Project A 2 is the middle piece in Jackie Chan's triumphant three-part mastery of the Hong Kong action movie, which started in 1985 with the fierce drama Police Story and ended in 1988 with the amazing fight-packed ensemble Dragons Forever (directed by Sammo Hung and Corey Yuen). It's also one of Chan's most family-friendly films, and a great introduction to his work for young viewers.
Project A2 starts right where its predecessor left, as the surviving members of the foiled pirate gang plot their revenge on Chan's heroic coast guard Admiral Dragon Ma. Dragon's success battling entrenched corruption earns him the new challenge of shaking up an atrophied police precinct full of lazy cowards who kowtow to local criminals.
Chan's skills as a writer have improved tenfold since the original Project A, and even though the plot is secondary to the action, it has no major problems in terms of coherence or maturity. the wide variety of characters are less cartoon-like, and the screwball comedy elements are tighter and more sophisticated, eliciting laughs through clever staging rather than base pratfalls. This is the movie in which Chan fully earns comparisons to Buster Keaton, including a fantastic, amped-up homage to one of Keaton's most famous bits.

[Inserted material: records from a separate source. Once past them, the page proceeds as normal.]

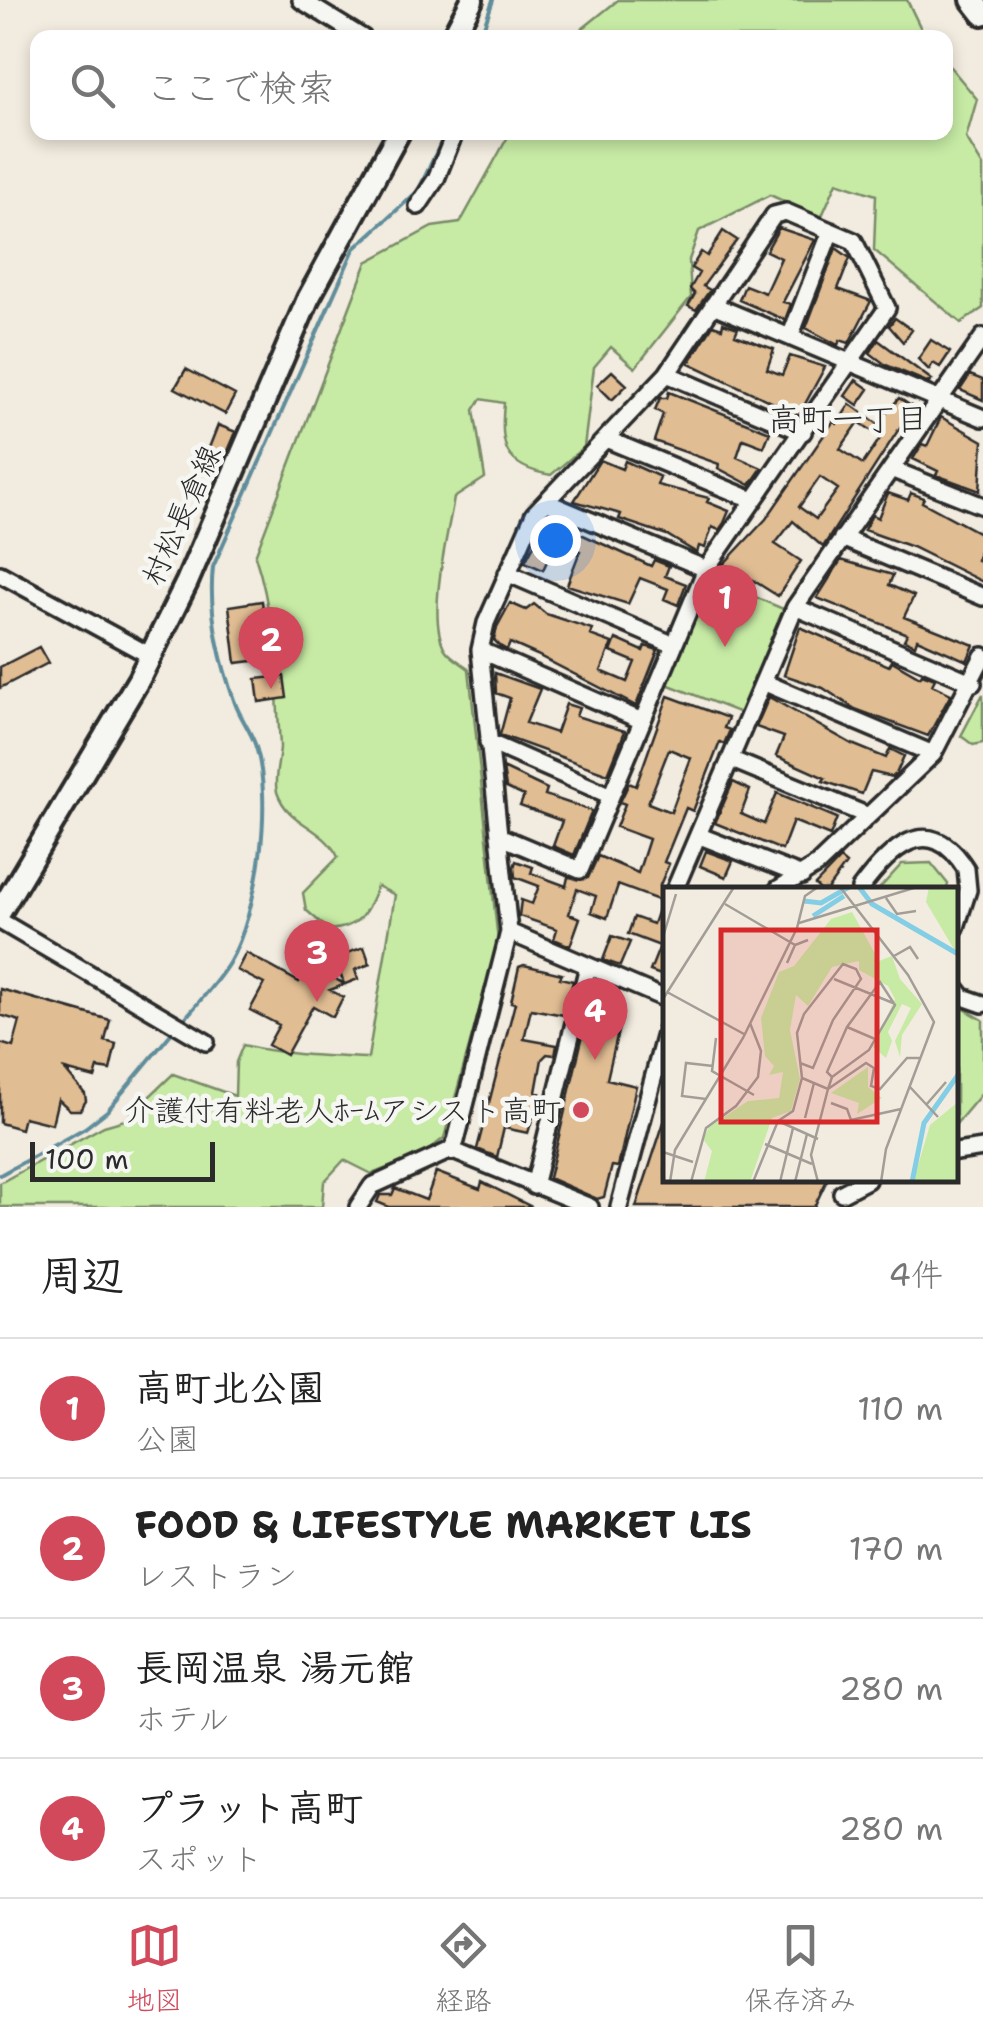 <!DOCTYPE html>
<html lang="ja">
<meta charset="utf-8">
<style>
:root{--surface:#fff;--page:#f2f2f2;--text:#222;--muted:#767676;--line:#e0e0e0;--accent:#d1495b}
body{margin:0;font-family:"Shantell Sans","Klee One",sans-serif;background:var(--page);color:var(--text)}
.scale{position:absolute;left:30px;bottom:25px;width:185px;box-sizing:border-box;padding-left:10px;border:5px solid #2b2b2b;border-top:0;font-size:28px;line-height:35px;white-space:nowrap;color:#2b2b2b;-webkit-text-stroke:8px #f6f6f2;paint-order:stroke}
.you{position:absolute;left:555px;top:540px;width:35px;height:35px;margin:-25px;border:8px solid #fff;border-radius:50%;background:#1a73e8;box-shadow:0 0 0 15px #1a73e833}
.badge{display:grid;place-items:center;width:65px;height:65px;border-radius:50%;background:var(--accent);color:#fff;font-size:32px;font-weight:700}
.pin{position:absolute;translate:-50% -82px;filter:drop-shadow(0 2px 5px #0008)}
.pin::after{content:'';position:absolute;top:52px;width:35px;height:30px;background:inherit;clip-path:polygon(0 0,100% 0,50% 100%)}
.list{margin:0;padding:0;list-style:none}
h2{display:flex;justify-content:space-between;align-items:center;height:130px;margin:0;padding:0 40px;font-size:42px}
h2 small{font-size:32px;font-weight:400;color:var(--muted)}
.list li{display:grid;grid-template-columns:65px 1fr auto;gap:30px;align-items:center;box-sizing:border-box;height:140px;padding:0 40px;border-top:2px solid var(--line)}
.list b{display:block;font-size:38px;white-space:nowrap}
.list p{margin:0;font-size:32px;white-space:nowrap;color:var(--muted)}
.list em{font-size:32px;font-style:normal;color:var(--muted)}
.icon{flex:none;width:55px;height:55px;fill:none;stroke:currentColor;stroke-width:2;stroke-linecap:round;stroke-linejoin:round}
.map{position:relative;flex:none;width:983px;height:1207px;overflow:hidden}
.search{position:absolute;background:var(--surface);box-shadow:0 5px 15px #0003;left:30px;right:30px;top:30px;height:110px;display:flex;align-items:center;gap:25px;box-sizing:border-box;padding:0 35px;border-radius:20px;color:var(--muted);font-size:38px}
.sheet{height:690px;background:var(--surface)}
nav{display:flex;justify-content:space-around;align-items:center;box-sizing:border-box;height:140px;border-top:2px solid var(--line);background:var(--surface);font-size:28px;color:var(--muted)}
nav a{display:grid;justify-items:center;gap:5px}
nav .on{color:var(--accent)}
.map>svg:first-child{display:block}
</style>
<div class="map">
<svg width="983" height="1207" viewBox="0 0 983 1207">
<rect width="100%" height="100%" fill="#f2ebdf"/>
<filter id="ink" filterUnits="userSpaceOnUse"><feTurbulence type="fractalNoise" baseFrequency=".01" numOctaves="2"/><feDisplacementMap in="SourceGraphic" scale="20" xChannelSelector="R" yChannelSelector="G"/><feConvolveMatrix kernelMatrix="1 2 1 2 8 2 1 2 1" color-interpolation-filters="sRGB"/></filter>
<g filter="url(#ink)">
<path fill="#c7eba5" stroke="#798b68" stroke-width="2.5" d="M618,0H907L925,37H572Z
M946,62L977,99L966,138L983,166V308L961,323L874,250L876,195L837,182L821,218L770,195L699,231L689,260L691,297L635,368L611,347L594,367L584,447L551,475C504,467 500,447 504,403L481,399L474,410L485,478L454,498C448,534 426,617 445,649C450,657 462,663 469,669L498,941L444,1138L425,1153L372,1174L344,1160L324,1182L322,1207H0V1183L104,1126L125,1120L173,1074L235,1096L236,1062L243,1045C283,1055 326,1056 368,1058L395,895L377,886C367,914 360,927 329,930L306,910L303,893L338,857C323,826 288,825 277,792C273,779 280,760 280,746C276,684 275,615 255,556L367,262L432,227L460,223L510,133L946,132Z
M708,577L788,611L743,714L664,683Z
M983,694V743L973,745L961,736Z
M931,863L948,884L947,889H879L902,864Z
M956,1004L983,1020V1092L956,1124Z"/>
<g fill="none" stroke-linecap="round" stroke-linejoin="round">
<path stroke="#608d9b" stroke-width="4" d="M480,38L493,0
M181,1023C197,1004 216,984 229,963C258,914 274,798 255,744C250,730 240,717 235,703C219,659 208,613 213,567L354,249L418,191L446,132
M0,1175L85,1128L107,1111L174,1030"/>
</g>
<path fill="#e1bd93" stroke="#2b2b2b" stroke-width="2.5" fill-rule="evenodd" d="M779,228L815,240L783,302L791,304L785,320L739,300L745,285L765,293L781,258L766,251Z
M723,231L737,240L703,286L710,290L696,310L688,306L695,294L690,289L699,273L691,268L701,252L707,256Z
M836,248L850,258L838,289L871,301L849,343L840,340L838,345L806,328Z
M895,318L912,330L903,342L889,326Z
M723,323L738,328L735,335L774,349L767,369L782,375L790,356L825,367L799,415L689,363L713,325L722,328Z
M878,340L932,380L929,383L886,365L870,353Z
M931,340L950,352L940,367L933,363L929,370L918,359Z
M186,369L235,395L225,414L175,388Z
M612,371L627,385L612,400L597,385Z
M970,375L983,380V400L960,390Z
M856,380L869,389L858,405L845,396Z
M669,392L770,432L764,447L743,439L737,457L762,468L750,485L718,468L719,464L654,441L663,414L655,410L660,398H667Z
M899,398L917,410L908,423L904,421L823,547L793,521L775,544L801,561L778,596L746,576L743,581L720,568L766,519L833,422L837,424L850,404L878,424ZM859,422L881,437L863,464L840,449ZM820,477L838,489L816,519L799,507Z
M941,417L983,441L980,491L936,475L938,471L913,459L922,444L927,446Z
M218,425L236,432L218,475L201,468Z
M600,460L622,469L625,461L660,477L657,485L709,498L707,502L729,511L724,523L719,530L712,527L705,548L699,546L697,553L667,535L619,519L621,514L574,501Z
M888,493L908,500L911,493L924,498L922,502L983,535L977,560L983,562V582L912,547L864,530L872,515L878,518Z
M548,519L651,566L654,560L669,566L665,576L686,584L678,605L664,599L668,589L640,578L628,604L567,585L580,551L556,541L543,570L525,562Z
M841,560L893,575L889,585L914,596L904,617L974,645L967,661L917,639L915,645L904,640L907,634L817,598Z
M262,601L265,624L281,622L285,657L236,663L229,606Z
M510,603L526,610L534,604L546,614L592,629L590,635L612,643L601,671L627,682L635,662L611,652L616,639L643,651L645,646L658,650L636,706L537,655L510,643L507,650L500,646L494,640L497,627Z
M800,627L889,666L892,661L920,677L922,674L935,679L932,685L951,694L928,736L855,709L823,688L784,675Z
M39,647L48,663L0,688V667Z
M495,673L540,689L526,723L556,733L566,704L579,708L576,716L625,731L608,774L500,735L510,698L496,693Z
M284,676L287,698L259,702L256,679Z
M668,696L728,718L724,728L730,730L724,744L720,742L693,811L686,808L664,862L669,864L660,885L666,895V971L661,975L650,971L660,946L628,934L634,917L653,924L661,901L618,885L607,918L591,912L596,896L577,889L569,914L580,918L570,946L554,939L557,929L519,916L521,900L532,904L539,886L515,877L514,867L516,861L533,867L531,873L566,886L568,877L588,878L598,856L638,873L649,839L616,827L625,804L620,802L629,783L636,786ZM669,749L691,758L671,812L648,803Z
M769,697L852,744L886,758L890,749L904,756L896,774L892,777L871,772L862,794L823,781L825,778L776,756L784,737L756,727Z
M503,768L547,789L545,795L592,811L574,855L553,846L562,821L520,806L524,796L506,788Z
M733,782L750,790L741,814L764,824L777,793L837,818L830,836L793,821L782,850L715,823Z
M706,851L733,861L726,877L700,866Z
M840,859L846,864L827,890H820L815,885Z
M612,936L630,942L620,966L603,960Z
M342,947L345,954L364,947L370,964L355,970L358,979L330,990L343,997L333,1017L313,1006L286,1055L268,1045L279,1025L250,1010L264,984L237,970L246,953L299,982L309,964L344,984L332,951Z
M524,965L562,974L560,978L573,981L564,1015L531,1009L524,1039L557,1045L555,1055L547,1054L542,1059L536,1092L540,1093L528,1133L504,1128L497,1157L477,1149L515,1003L511,1002L519,967Z
M0,989L110,1020L105,1041L116,1044L110,1070L98,1068L95,1078L65,1070L85,1094L86,1101L80,1110H70L58,1099L52,1124L24,1117L21,1129L0,1123V1043L13,1047L20,1021L0,1015Z
M588,1014L620,1023L607,1079L636,1086L618,1167L612,1166L604,1197L597,1199L549,1178Z
M664,1122L666,1180H827L814,1207H636Z
M436,1172L480,1189L482,1182L532,1207H389L377,1202L380,1195H392L395,1188L426,1200Z"/>
<g fill="none" stroke-linecap="round" stroke-linejoin="round">
<g stroke="#2b2b2b" stroke-width="22">
<path id="minor" d="M301,0L363,38
M418,206L436,179L455,132
M713,305L983,418
M790,337L831,231
M667,374L803,432
M606,439L753,500
M891,469L983,506
M546,502L706,569
M842,538L983,597
M507,573L674,645
M0,574L149,655
M795,607L973,683
M480,650L642,721
M763,682L933,754
M488,742L611,796
M730,759L866,815
M700,836L802,876
M675,889L795,607L983,337
M778,889L817,865L933,754L983,656
M860,889C888,851 928,808 966,869L968,890L956,927
M0,921L206,1042
M509,932L666,999
M956,988L963,997L983,1004
M451,1150L590,1207
M956,1152L983,1148
M534,1186L588,966
M842,1193L867,1180
M358,1207L372,1186L451,1150L456,1141L509,932L480,650L486,623L534,514L667,374L774,215L786,212L854,241L887,308L706,569L580,870L499,836
M619,1207L666,1030"/>
</g>
<g stroke="#2b2b2b" stroke-width="28">
<path id="major" d="M972,0L983,14
M452,38L472,0
M0,912L139,679L187,582L308,299L399,132"/>
</g>
<use href="#minor" stroke="#f6f6f2" stroke-width="15"/>
<use href="#major" stroke="#f6f6f2" stroke-width="20"/>
</g>
</g>
<circle fill="#d1495b" stroke="#f6f6f2" stroke-width="4" cx="581" cy="1110" r="10"/>
<g text-anchor="middle" dominant-baseline="central" stroke-width="9" stroke-linejoin="round" paint-order="stroke">
<g font-size="30" fill="#2b2b2b" stroke="#f6f6f2">
<text transform="translate(181 515) rotate(-66)">村松長倉線</text>
</g>
<g font-size="30" fill="#2b2b2b" stroke="#f6f6f2" text-anchor="end">
<text x="561" y="1110">介護付有料老人ﾎｰﾑアシスト高町</text>
</g>
<g font-size="32" fill="#2b2b2b" stroke="#f6f6f2">
<text x="848" y="418">高町一丁目</text>
</g>
</g>
<g transform="translate(663 887)">
<rect width="295" height="295" fill="#f2ebdf"/>
<path d="M266,0H295V69L263,15ZM189,25L216,74L229,69L237,92L259,117L239,148L237,170L232,154L248,121L239,117L225,145L229,154L223,171L210,160L232,112L225,99L196,83V74L169,80L145,119L133,108L127,143L137,192L128,224L109,231L87,295H41L49,264L40,252L46,240L85,214L116,211L120,185L106,188L111,179L102,169L98,131L116,85L131,79L168,32ZM205,180V200L219,211L194,227L196,216L168,206ZM295,215V295H250L267,238Z" fill="#c7eba5"/>
<path fill="none" stroke="#84cee5" stroke-width="5" d="M196,0L209,17L295,67M141,14L158,16L186,0M150,29L181,9M249,295L261,236L295,188"/>
<path fill="none" stroke="#a29e97" stroke-width="2.5" d="M177,0L245,88L271,135L223,262L218,295M223,11L234,27L253,24M62,17L132,58M136,36L254,0M0,50L13,7M231,69L247,60L255,72M124,76L132,58L145,53M171,92L230,116M4,105L81,147M0,112L71,0M184,140L212,152M53,151L49,184L91,208M139,191L165,202L169,190L206,163L232,118L217,95L184,140L164,185L169,190M247,200L275,230M43,212L19,209L23,176L50,179M168,216L184,222L188,233L238,222M263,218L283,195M142,231L151,196M115,234L155,252M102,257L149,277M0,265L30,275M7,295L12,263L80,151L134,41L142,9L155,0M28,295L43,241L73,219L95,190L98,164L87,136M90,295L115,234L130,224L139,191L134,146L141,127L180,77L193,82L198,92L170,133L150,181L137,176M117,295L130,241M132,295L144,247M155,295L148,268L165,202L203,176L211,181L208,199L217,202L244,171H258"/>
<path fill="#d62828" fill-opacity="0.15" stroke="#d62828" stroke-width="5" d="M58,43H214V235H58Z"/>
<rect width="295" height="295" fill="none" stroke="#2b2b2b" stroke-width="5"/>
</g>
</svg>
<div class="scale">100 m</div>
<div class="you"></div>
<div class="pin badge" style="left:725px;top:647px">1</div>
<div class="pin badge" style="left:271px;top:689px">2</div>
<div class="pin badge" style="left:317px;top:1002px">3</div>
<div class="pin badge" style="left:595px;top:1060px">4</div>
<div class="search"><svg class="icon" aria-label="search" viewBox="0 0 24 24"><circle cx="10" cy="10" r="6"/><path d="M15 15l6 6"/></svg>ここで検索</div>
</div>
<section class="sheet">
<h2>周辺<small>4件</small></h2>
<ul class="list">
<li><span class="badge">1</span><div><b>高町北公園</b><p>公園</p></div><em>110 m</em></li>
<li><span class="badge">2</span><div><b>FOOD &amp; LIFESTYLE MARKET LIS</b><p>レストラン</p></div><em>170 m</em></li>
<li><span class="badge">3</span><div><b>長岡温泉 湯元館</b><p>ホテル</p></div><em>280 m</em></li>
<li><span class="badge">4</span><div><b>プラット高町</b><p>スポット</p></div><em>280 m</em></li>
</ul>
</section>
<nav>
<a class="on"><svg class="icon" aria-label="map" viewBox="0 0 24 24"><path d="M3 6l6-2 6 2 6-2v14l-6 2-6-2-6 2zM9 4v14M15 6v14"/></svg>地図</a>
<a><svg class="icon" aria-label="directions" viewBox="0 0 24 24"><path d="M12 3l9 9-9 9-9-9zM9 14v-3h6M13 9l2 2-2 2"/></svg>経路</a>
<a><svg class="icon" aria-label="saved" viewBox="0 0 24 24"><path d="M7 4h10v16l-5-4-5 4z"/></svg>保存済み</a>
</nav>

The action scenes are also more ambitious, inventive, exciting and hilarious. In one of the greatest sequences in action movie history, Dragon flees the axe-wielding pirates while hand-cuffed to his police adversary. Project A2's finale is no less spectacular, involving an extended fight that spans rooftops, a bird coop, and the network of bamboo scaffolding supporting a massive festival structure. Like in Police Story, Chan does not exempt his heroes from receiving a heavy beating — that is viscerally felt by the viewer — making his final triumph all the sweeter.